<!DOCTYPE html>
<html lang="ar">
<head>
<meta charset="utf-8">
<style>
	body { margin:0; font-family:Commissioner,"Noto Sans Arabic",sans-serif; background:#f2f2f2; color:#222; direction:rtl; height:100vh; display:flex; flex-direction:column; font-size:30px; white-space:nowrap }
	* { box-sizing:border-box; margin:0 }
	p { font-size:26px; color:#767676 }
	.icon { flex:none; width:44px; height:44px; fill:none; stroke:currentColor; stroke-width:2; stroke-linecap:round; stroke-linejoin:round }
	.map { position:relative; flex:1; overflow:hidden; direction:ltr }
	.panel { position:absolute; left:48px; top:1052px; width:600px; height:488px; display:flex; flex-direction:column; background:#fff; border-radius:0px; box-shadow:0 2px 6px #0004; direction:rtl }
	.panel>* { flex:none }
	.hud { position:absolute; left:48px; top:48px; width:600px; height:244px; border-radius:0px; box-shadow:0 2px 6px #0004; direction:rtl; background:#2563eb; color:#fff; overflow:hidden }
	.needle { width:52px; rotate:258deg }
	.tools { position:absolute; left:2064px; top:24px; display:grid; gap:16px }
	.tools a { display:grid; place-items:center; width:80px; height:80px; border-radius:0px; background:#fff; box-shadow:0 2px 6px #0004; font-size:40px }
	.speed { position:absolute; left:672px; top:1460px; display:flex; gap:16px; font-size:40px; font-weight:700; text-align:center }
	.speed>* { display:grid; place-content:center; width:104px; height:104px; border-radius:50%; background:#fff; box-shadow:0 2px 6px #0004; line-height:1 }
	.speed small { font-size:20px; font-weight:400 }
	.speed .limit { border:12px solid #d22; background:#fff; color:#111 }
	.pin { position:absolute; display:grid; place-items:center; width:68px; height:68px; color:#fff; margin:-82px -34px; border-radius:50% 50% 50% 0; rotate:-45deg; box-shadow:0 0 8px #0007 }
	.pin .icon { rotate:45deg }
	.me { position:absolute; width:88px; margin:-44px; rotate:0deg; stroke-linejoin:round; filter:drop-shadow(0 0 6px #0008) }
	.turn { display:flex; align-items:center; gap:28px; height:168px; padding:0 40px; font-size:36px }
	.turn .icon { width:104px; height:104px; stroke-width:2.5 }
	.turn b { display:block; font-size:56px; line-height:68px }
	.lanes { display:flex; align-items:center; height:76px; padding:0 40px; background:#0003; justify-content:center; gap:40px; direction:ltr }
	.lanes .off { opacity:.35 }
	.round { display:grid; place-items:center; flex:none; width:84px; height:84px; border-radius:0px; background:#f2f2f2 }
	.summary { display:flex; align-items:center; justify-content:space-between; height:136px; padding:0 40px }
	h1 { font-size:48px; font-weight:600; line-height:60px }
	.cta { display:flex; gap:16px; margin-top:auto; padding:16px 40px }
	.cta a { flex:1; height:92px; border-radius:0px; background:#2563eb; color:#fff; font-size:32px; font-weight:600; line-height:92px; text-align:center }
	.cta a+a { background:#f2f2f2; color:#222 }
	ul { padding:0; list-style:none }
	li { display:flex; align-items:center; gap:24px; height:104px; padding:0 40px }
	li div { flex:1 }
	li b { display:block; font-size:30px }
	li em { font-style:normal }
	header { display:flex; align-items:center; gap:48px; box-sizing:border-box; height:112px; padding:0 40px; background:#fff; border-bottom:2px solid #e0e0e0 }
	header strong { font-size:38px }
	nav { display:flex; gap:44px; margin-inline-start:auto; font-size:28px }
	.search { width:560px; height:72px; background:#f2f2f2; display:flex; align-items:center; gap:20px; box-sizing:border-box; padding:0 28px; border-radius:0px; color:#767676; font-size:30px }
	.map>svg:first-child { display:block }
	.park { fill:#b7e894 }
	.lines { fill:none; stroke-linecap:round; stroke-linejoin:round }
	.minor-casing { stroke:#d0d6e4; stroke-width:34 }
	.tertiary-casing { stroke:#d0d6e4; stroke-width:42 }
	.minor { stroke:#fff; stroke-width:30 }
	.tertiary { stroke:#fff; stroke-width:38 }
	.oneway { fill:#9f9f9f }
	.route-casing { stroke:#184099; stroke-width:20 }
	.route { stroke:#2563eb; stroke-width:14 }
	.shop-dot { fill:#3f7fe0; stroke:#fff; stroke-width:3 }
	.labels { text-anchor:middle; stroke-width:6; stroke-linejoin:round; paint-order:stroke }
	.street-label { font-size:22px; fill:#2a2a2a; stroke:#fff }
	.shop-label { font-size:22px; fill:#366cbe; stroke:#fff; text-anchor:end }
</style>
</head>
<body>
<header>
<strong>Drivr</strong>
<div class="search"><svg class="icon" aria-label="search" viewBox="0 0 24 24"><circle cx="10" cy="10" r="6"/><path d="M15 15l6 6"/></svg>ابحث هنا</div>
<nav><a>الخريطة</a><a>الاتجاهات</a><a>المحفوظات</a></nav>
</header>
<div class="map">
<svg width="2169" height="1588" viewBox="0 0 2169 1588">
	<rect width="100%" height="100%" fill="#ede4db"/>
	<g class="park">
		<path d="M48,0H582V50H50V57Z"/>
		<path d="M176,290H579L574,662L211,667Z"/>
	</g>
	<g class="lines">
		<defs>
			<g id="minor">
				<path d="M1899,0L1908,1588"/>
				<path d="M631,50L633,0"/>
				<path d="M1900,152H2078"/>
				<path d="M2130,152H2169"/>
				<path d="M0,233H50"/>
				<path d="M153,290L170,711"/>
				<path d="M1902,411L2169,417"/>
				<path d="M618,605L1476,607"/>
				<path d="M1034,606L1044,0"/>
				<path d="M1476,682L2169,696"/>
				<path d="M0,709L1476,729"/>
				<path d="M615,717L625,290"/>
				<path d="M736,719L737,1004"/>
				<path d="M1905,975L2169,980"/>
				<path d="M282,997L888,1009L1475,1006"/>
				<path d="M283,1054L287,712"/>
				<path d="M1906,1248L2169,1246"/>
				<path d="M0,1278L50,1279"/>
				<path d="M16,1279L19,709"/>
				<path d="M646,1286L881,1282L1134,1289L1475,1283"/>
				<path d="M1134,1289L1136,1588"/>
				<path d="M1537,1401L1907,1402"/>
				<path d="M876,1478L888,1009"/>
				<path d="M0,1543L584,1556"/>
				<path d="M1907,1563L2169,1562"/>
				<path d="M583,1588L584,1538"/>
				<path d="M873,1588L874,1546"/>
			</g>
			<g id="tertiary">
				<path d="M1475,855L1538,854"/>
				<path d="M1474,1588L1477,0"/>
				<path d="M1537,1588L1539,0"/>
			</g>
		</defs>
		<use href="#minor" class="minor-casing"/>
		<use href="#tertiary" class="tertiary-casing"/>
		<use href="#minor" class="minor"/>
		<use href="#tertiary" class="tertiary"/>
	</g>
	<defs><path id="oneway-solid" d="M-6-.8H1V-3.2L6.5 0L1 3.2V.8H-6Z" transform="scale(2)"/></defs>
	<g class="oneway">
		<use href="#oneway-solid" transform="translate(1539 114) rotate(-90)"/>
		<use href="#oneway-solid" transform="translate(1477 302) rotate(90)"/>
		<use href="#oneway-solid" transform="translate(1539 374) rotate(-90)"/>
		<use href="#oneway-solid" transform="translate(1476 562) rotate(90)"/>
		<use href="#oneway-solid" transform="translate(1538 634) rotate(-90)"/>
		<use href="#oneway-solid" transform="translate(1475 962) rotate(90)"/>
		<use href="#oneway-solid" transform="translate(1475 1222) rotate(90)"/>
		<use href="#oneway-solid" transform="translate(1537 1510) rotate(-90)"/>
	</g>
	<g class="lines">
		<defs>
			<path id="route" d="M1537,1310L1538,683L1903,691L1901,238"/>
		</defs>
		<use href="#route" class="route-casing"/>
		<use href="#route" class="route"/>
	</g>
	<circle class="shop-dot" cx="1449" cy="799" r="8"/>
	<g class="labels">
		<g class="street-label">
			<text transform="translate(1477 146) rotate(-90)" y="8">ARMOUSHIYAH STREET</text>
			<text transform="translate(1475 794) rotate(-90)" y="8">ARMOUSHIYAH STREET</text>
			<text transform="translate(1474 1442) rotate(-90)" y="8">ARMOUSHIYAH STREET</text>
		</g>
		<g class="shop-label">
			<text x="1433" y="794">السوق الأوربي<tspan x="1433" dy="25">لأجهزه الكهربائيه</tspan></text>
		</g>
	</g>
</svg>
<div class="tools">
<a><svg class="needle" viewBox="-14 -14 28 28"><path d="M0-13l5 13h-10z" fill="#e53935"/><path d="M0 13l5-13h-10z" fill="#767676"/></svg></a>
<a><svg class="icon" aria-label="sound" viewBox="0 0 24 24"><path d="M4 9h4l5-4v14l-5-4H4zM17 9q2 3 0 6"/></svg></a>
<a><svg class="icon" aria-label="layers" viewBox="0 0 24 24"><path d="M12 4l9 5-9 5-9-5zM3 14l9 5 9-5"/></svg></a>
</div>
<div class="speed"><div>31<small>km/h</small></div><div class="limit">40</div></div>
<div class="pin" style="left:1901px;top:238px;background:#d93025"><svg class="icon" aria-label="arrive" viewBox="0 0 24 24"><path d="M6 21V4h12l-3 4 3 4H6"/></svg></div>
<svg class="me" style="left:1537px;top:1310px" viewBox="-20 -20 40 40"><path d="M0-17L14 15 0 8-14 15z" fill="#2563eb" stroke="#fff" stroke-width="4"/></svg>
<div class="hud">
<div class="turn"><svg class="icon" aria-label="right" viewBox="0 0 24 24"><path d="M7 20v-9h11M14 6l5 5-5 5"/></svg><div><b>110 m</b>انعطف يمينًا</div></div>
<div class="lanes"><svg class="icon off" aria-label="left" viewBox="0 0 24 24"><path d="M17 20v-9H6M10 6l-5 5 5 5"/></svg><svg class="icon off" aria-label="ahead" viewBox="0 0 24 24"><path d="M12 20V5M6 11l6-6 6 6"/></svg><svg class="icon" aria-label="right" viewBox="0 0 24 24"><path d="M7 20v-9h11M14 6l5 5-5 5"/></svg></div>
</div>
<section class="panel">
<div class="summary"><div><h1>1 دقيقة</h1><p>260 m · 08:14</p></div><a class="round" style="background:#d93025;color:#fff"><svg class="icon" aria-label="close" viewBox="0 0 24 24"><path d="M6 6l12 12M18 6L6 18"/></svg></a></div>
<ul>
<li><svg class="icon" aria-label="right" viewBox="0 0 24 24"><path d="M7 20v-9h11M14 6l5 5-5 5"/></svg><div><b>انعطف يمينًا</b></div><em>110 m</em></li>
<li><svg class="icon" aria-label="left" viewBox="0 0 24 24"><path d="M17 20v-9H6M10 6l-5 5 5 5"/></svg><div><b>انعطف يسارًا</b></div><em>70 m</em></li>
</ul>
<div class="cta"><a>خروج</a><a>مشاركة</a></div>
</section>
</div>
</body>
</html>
---------------
What to do: Going down the listing above, begin printing at the line with "display:grid; place-items:center; flex:none;" and finish with the line with "display:flex; align-items:center; gap:48px;", exactly as they appear.

Solved exercise:
	.round { display:grid; place-items:center; flex:none; width:84px; height:84px; border-radius:0px; background:#f2f2f2 }
	.summary { display:flex; align-items:center; justify-content:space-between; height:136px; padding:0 40px }
	h1 { font-size:48px; font-weight:600; line-height:60px }
	.cta { display:flex; gap:16px; margin-top:auto; padding:16px 40px }
	.cta a { flex:1; height:92px; border-radius:0px; background:#2563eb; color:#fff; font-size:32px; font-weight:600; line-height:92px; text-align:center }
	.cta a+a { background:#f2f2f2; color:#222 }
	ul { padding:0; list-style:none }
	li { display:flex; align-items:center; gap:24px; height:104px; padding:0 40px }
	li div { flex:1 }
	li b { display:block; font-size:30px }
	li em { font-style:normal }
	header { display:flex; align-items:center; gap:48px; box-sizing:border-box; height:112px; padding:0 40px; background:#fff; border-bottom:2px solid #e0e0e0 }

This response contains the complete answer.